Simon, who served as US Treasury secretary under Presidents Nixon and Ford, echoed these sentiments. Recalling his own speech to the delegates last April (he has been involved with the USOC for 15 years and served as treasurer of the organization for the last four), he said in an interview:
"I strongly supported the position that when the President of the United States asks us to do something for reasons of national security, we take that action. It was a tragic situation, obviously. But in my judgment we have emerged stronger and more united than ever before."
Various speakers noted that the boycott was far from the only major development in the just-concluded quadrennium.
There were the 1980 Winter Games at Lake Placid, of course, capped by the spectacular success of the US hockey team and speed skater Eric Heiden.And there were such other highlights as the establishment of National Training Centers here and in Squaw Valley, Calif. (the latter was eventually closed, but the hope is to create other centers elsewhere); inauguration of the National Sports Festival in 1978; adoption of a program designed to maximize athletic skills via the latest scientific techniques and equipment; and increased opportunities for top athletes to be reimbursed one way or another for time needed to train and compete.
Miller, in fact, contended that these and other accomplishments -- even in the face of the Moscow nonparticipation -- made 1977-80 "the most productive four years in the history of the USOC." Kane, in his farewell speech, agreed, citing especially the decision to join in a partnership with a group of private Los Angeles residents to put on the 1984 Games.
"The Games were about to be lost to the United States," Kane said, recalling the moment when the Los Angeles City Council refused to take financial responsibility. "It was the same sad script as in Denver for the Winter Games of 1976 -- a shameful second embarrassment that we could ill afford."
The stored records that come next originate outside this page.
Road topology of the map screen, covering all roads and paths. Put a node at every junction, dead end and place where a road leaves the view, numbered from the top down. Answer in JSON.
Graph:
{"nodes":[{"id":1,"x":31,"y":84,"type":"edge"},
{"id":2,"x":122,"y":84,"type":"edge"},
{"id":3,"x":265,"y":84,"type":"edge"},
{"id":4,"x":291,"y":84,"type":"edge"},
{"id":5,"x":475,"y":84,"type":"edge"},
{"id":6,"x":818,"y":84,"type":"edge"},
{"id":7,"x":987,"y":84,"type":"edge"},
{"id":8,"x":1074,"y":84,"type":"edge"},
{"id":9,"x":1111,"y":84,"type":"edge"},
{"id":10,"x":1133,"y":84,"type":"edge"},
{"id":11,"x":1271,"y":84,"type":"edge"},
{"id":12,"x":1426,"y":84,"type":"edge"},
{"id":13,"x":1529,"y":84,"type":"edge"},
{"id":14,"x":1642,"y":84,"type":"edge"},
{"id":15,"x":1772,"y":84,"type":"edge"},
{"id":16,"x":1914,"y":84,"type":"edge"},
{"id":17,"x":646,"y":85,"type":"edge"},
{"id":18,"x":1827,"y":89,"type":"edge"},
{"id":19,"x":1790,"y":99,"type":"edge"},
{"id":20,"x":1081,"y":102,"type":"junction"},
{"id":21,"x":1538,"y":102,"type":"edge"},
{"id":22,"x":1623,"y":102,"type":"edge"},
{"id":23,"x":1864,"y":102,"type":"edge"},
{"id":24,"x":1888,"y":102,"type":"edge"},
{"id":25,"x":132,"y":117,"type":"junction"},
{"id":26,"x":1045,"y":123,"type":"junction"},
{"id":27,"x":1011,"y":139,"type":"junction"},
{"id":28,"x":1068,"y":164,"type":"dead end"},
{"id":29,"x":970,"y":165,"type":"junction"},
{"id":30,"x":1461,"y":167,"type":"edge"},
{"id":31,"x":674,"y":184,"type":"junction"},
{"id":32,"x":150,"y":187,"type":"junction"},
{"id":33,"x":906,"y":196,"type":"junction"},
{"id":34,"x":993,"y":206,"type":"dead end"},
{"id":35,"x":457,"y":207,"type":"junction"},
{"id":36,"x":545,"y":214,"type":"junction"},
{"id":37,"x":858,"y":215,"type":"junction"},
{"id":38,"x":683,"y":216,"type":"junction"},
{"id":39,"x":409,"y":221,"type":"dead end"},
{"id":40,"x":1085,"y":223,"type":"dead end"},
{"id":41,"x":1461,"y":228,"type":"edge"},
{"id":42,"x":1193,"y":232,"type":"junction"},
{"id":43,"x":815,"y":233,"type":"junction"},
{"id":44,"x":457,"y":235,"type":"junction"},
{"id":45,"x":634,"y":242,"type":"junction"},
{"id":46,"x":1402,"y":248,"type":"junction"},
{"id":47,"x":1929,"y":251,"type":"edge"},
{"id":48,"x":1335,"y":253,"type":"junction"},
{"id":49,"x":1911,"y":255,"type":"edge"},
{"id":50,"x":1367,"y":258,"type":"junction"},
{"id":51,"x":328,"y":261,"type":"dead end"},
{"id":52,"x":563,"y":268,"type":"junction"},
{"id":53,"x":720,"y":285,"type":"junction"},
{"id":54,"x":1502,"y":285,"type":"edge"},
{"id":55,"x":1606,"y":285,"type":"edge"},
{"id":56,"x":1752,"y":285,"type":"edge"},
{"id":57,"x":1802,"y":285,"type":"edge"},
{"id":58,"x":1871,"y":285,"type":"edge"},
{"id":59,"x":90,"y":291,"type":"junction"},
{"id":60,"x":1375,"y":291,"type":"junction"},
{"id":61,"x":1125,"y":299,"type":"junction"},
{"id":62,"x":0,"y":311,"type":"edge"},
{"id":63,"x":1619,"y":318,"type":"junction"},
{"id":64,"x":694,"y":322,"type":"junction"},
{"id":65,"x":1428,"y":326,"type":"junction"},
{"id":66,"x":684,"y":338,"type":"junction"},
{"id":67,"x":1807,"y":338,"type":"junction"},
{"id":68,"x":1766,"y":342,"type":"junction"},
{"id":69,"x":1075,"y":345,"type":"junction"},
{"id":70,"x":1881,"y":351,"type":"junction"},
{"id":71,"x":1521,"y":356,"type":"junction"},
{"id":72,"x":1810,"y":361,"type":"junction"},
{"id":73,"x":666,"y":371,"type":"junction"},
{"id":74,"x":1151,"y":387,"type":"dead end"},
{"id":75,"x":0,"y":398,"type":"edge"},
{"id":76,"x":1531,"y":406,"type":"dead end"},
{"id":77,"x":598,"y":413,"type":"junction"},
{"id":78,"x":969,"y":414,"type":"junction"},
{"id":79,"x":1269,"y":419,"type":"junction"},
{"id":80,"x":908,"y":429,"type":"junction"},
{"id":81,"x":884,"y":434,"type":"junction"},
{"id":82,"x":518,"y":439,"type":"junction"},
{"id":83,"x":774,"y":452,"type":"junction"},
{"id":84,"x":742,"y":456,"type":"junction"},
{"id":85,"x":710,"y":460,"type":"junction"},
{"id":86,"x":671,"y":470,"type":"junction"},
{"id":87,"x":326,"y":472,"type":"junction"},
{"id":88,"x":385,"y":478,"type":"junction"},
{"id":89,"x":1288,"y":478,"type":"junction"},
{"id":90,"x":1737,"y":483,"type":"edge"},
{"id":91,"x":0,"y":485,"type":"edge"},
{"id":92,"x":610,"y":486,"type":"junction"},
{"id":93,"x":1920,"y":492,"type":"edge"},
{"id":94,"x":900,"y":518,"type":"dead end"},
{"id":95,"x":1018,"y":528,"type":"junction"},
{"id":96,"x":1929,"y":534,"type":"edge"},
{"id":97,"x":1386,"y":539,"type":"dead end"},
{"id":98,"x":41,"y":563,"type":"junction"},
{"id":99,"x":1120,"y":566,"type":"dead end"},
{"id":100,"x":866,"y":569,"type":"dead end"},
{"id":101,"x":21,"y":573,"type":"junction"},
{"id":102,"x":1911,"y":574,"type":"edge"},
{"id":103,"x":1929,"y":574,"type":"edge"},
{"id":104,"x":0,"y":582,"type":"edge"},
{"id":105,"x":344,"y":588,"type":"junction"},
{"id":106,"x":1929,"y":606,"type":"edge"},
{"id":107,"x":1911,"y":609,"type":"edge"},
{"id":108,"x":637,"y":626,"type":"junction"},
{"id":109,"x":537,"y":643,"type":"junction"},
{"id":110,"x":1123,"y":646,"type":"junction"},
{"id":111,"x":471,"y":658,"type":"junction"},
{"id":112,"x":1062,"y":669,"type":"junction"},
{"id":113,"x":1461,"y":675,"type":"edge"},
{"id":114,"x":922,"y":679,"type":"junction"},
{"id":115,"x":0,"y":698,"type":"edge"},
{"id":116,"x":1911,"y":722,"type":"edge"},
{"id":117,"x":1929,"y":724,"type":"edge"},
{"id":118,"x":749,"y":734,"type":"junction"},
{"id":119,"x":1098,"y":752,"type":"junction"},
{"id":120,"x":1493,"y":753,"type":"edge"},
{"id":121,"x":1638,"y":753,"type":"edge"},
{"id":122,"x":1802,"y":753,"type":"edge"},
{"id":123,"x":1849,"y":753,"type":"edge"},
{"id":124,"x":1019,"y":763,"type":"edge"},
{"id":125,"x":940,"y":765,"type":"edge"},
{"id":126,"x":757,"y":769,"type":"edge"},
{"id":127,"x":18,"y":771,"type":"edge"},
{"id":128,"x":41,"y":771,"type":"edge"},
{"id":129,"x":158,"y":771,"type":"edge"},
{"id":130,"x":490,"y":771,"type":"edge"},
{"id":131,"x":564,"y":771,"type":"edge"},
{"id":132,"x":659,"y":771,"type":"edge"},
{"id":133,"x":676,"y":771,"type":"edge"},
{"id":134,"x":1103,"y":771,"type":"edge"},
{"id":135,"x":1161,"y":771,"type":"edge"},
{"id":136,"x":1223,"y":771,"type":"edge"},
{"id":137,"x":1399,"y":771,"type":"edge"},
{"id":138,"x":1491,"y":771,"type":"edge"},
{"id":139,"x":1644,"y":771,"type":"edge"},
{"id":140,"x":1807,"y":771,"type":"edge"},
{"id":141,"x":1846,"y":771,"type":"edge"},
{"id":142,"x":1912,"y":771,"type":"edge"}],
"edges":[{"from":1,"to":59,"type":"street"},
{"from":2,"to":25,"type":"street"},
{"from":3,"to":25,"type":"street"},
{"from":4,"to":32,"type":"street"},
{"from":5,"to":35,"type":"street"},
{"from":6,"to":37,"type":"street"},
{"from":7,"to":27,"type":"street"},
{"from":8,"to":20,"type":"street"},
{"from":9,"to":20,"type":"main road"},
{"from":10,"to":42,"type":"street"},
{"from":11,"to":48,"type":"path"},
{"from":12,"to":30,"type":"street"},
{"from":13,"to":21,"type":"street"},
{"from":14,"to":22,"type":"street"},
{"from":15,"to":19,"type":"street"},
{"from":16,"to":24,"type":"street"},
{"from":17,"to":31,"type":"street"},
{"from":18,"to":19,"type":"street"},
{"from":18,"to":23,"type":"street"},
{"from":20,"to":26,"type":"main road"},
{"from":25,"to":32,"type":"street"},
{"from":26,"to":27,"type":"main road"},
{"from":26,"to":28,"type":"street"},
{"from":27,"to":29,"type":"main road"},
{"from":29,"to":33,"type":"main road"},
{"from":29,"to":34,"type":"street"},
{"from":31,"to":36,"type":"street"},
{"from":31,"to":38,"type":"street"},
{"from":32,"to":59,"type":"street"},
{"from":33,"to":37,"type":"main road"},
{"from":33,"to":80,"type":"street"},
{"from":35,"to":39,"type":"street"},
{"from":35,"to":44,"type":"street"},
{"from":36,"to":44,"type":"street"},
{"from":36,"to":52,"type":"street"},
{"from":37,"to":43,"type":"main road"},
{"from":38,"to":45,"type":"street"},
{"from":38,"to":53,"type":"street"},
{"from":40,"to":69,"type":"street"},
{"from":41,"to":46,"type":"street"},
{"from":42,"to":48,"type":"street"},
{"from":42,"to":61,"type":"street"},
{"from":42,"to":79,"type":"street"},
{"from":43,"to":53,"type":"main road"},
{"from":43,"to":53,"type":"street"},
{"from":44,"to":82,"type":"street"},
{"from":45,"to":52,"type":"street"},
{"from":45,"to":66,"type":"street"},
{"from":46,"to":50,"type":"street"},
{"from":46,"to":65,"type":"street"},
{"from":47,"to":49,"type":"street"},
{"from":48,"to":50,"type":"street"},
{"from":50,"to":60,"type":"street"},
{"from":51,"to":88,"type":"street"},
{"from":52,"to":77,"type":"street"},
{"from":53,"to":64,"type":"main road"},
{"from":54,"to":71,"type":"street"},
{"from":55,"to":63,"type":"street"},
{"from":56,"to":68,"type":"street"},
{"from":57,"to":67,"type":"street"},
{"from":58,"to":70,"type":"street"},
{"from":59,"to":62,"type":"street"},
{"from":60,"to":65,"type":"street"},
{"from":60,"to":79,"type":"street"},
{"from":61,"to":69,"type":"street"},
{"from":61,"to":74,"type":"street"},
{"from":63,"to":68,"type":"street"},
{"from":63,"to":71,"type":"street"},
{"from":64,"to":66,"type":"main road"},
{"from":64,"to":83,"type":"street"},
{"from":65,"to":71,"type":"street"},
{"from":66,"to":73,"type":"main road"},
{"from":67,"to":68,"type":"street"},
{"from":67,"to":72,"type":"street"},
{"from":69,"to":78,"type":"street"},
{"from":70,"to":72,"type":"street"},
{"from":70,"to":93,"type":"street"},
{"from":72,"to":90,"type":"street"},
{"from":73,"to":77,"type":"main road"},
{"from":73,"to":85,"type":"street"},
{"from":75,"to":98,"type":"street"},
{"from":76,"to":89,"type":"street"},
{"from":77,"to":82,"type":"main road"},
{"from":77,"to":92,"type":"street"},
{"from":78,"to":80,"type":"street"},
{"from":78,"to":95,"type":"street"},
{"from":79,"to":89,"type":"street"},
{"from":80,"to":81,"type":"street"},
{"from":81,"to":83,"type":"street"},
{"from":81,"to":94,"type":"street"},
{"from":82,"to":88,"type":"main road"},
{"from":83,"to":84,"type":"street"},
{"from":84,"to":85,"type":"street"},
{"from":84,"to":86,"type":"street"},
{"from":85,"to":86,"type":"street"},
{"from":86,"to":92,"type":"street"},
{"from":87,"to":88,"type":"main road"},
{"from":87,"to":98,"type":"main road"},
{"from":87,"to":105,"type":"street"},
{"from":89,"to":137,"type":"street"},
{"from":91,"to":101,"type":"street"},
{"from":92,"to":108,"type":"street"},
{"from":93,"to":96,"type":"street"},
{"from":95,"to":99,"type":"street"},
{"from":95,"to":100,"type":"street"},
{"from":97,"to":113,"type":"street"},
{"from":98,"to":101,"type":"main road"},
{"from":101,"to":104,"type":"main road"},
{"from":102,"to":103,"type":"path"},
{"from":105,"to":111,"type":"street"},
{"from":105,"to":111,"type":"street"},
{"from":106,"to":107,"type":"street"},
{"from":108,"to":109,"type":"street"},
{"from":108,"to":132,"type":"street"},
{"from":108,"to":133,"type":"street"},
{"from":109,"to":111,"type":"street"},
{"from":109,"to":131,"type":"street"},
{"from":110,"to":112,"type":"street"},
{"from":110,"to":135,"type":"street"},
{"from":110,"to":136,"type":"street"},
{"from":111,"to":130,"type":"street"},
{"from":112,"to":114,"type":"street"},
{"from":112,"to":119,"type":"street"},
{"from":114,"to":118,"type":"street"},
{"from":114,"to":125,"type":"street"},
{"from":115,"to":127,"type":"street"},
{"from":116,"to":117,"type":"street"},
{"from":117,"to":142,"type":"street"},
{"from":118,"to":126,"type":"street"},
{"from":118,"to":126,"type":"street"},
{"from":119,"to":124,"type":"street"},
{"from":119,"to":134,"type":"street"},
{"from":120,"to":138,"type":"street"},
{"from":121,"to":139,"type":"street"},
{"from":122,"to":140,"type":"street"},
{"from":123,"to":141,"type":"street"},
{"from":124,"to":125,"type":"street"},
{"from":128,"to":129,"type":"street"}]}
The solution, he noted, required persuading the International Olympic Committee to change its rules and award the Games to an agency rather than a city. Furthermore, it involved risk, because the USOC was taking full fiscal responsibility. But now, he said, all signs point to substantial profit.
The new officers include former Olympic oarsman John B. Kelly Jr., reelected first vice-president; Dr. Evie G. Dennis of Denver, second vice-president; Robert H. Helmick of Des Moines, third vice-president; Stephen B. Sobel of Rochelle Park, N.J., secretary; and Lawrence A. Hough of Vienna, Va., another former Olympic rower, treasurer.
In another major action, Indianapolis won out over Philadelphia as the site of the 1982 National Sports Festival.